10. Flowertown by S.G. Redling — I had high expectations for this dystopian novel and this book met-if not surpassed- them. After a chemical disaster leaves an Iowa town in quarantine, the inhabitant yearn for freedom or at least answers. Ellie is a terrific anti-hero who must decide whether to continue a slow death or find a way to channel her rage at the true enemy. As an FYI- There’s a lot of language in here – didn’t bother me but it may put off some readers and may explain why it hasn’t taken off like some other dystopian series aimed more at the young adult market.
9. If the Shoe Fits by Amber T. Smith — This updated Cinderella story features an evil ex-stepmother, a talking cat, a pair of memorable shoes, Mr. Charming and an even more charming heroine in Ella. I love that Ella has a lot of self-confidence and can laugh at her own propensity for getting into awkward social situations. She is the type of gal who will make you laugh so hard to spit beer out your nose on girls night out. There is a terrific sense of play in this book. If you want serious literature, run the other direction. This book is a light as air delightful bon-bon, but sometimes, that’s exactly what you need.
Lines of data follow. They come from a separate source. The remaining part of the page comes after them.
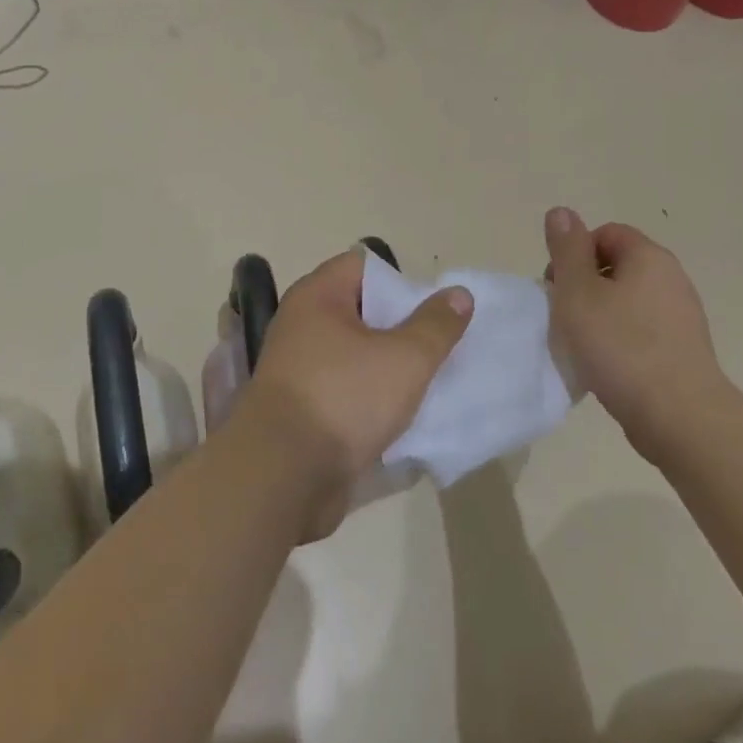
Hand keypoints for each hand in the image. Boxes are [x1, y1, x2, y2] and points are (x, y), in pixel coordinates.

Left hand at [239, 247, 472, 539]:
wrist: (284, 476)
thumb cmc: (344, 399)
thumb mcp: (405, 358)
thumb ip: (436, 325)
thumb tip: (459, 294)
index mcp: (317, 298)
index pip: (362, 266)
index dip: (399, 281)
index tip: (429, 310)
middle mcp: (301, 325)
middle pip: (360, 311)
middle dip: (400, 327)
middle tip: (435, 347)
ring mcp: (298, 369)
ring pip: (354, 355)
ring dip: (387, 367)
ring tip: (425, 382)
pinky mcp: (301, 409)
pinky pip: (344, 390)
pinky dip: (369, 398)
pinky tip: (399, 416)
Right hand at [543, 207, 736, 453]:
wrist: (678, 415)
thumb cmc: (620, 346)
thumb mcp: (578, 292)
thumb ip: (567, 249)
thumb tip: (561, 212)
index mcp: (649, 257)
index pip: (605, 234)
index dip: (574, 254)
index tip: (558, 288)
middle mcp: (671, 278)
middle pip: (616, 266)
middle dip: (584, 286)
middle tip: (565, 317)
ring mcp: (681, 315)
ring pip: (627, 301)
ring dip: (599, 316)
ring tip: (582, 346)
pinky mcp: (682, 349)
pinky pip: (641, 331)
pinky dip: (619, 340)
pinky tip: (606, 366)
8. Mrs. Perfect by Jane Porter — Jane Porter did something I never thought was possible – she made a type A perfectionist super Mom human. Part of the appeal for me in this book stems from how well it meshed with book #2 on my list. The heroines surely ran into each other somewhere along the way with bile and hilarity ensuing.
7. The Help by Kathryn Stockett — this is one of those books that will fuel conversations for years. It’s not a perfect book, but memorable with winning characters you think about long after you close the covers.
6. Because of Mr. Terupt by Rob Buyea — I blogged about this book last week. Click here to see why it made my best list.
5. The Time Between by Karen White — Not only is this a strange choice since it actually came out this year, but I haven’t met anyone else who has read it, which is weird and a shame. I’ll be honest, if I’d seen it in a bookstore, I might have walked past it, but I received a complementary copy from the author at a writing conference and picked it up when a bunch of other books were in moving boxes. I won’t spoil the mystery surrounding the great aunts, but will say if you enjoy Southern Fiction (it’s set in the Carolinas), or even stories that address familial guilt, pick up this book. You can practically smell the sea breeze.
4. Confessions of a Prairie Bitch by Alison Arngrim — Embrace your inner Nellie Olsen – Alison did, but this book is so much more. Part Hollywood memoir, part feminist manifest, part overcoming horrors, you’ll learn about humanity and laugh so hard you might pee your wetsuit. (See – that’s why you need to read the book).
3. The Age of Miracles by Karen Thompson Walker — Another young adult dystopian, but this one, I’d share with my 10 year old. Unlike many dystopians that feature a world divided by have/have nots and marked by violence, this looks at transition time. The earth’s rotation is slowing, the time between sunrise and sunset increases daily. This almost poetic look at the banal during a life changing epoch reminds me of my fave nuclear holocaust film/series of the 1980’s Testament.
2. Where’d You Go Bernadette by Maria Semple — freakin’ hilarious and I admire the untraditional storytelling.
1. The Fault in our Stars by John Green — I finished this several months ago and words still fail me when I try to communicate the elegant, unapologetic beauty of this story of about teens with childhood cancer
So that’s it – what should I read next?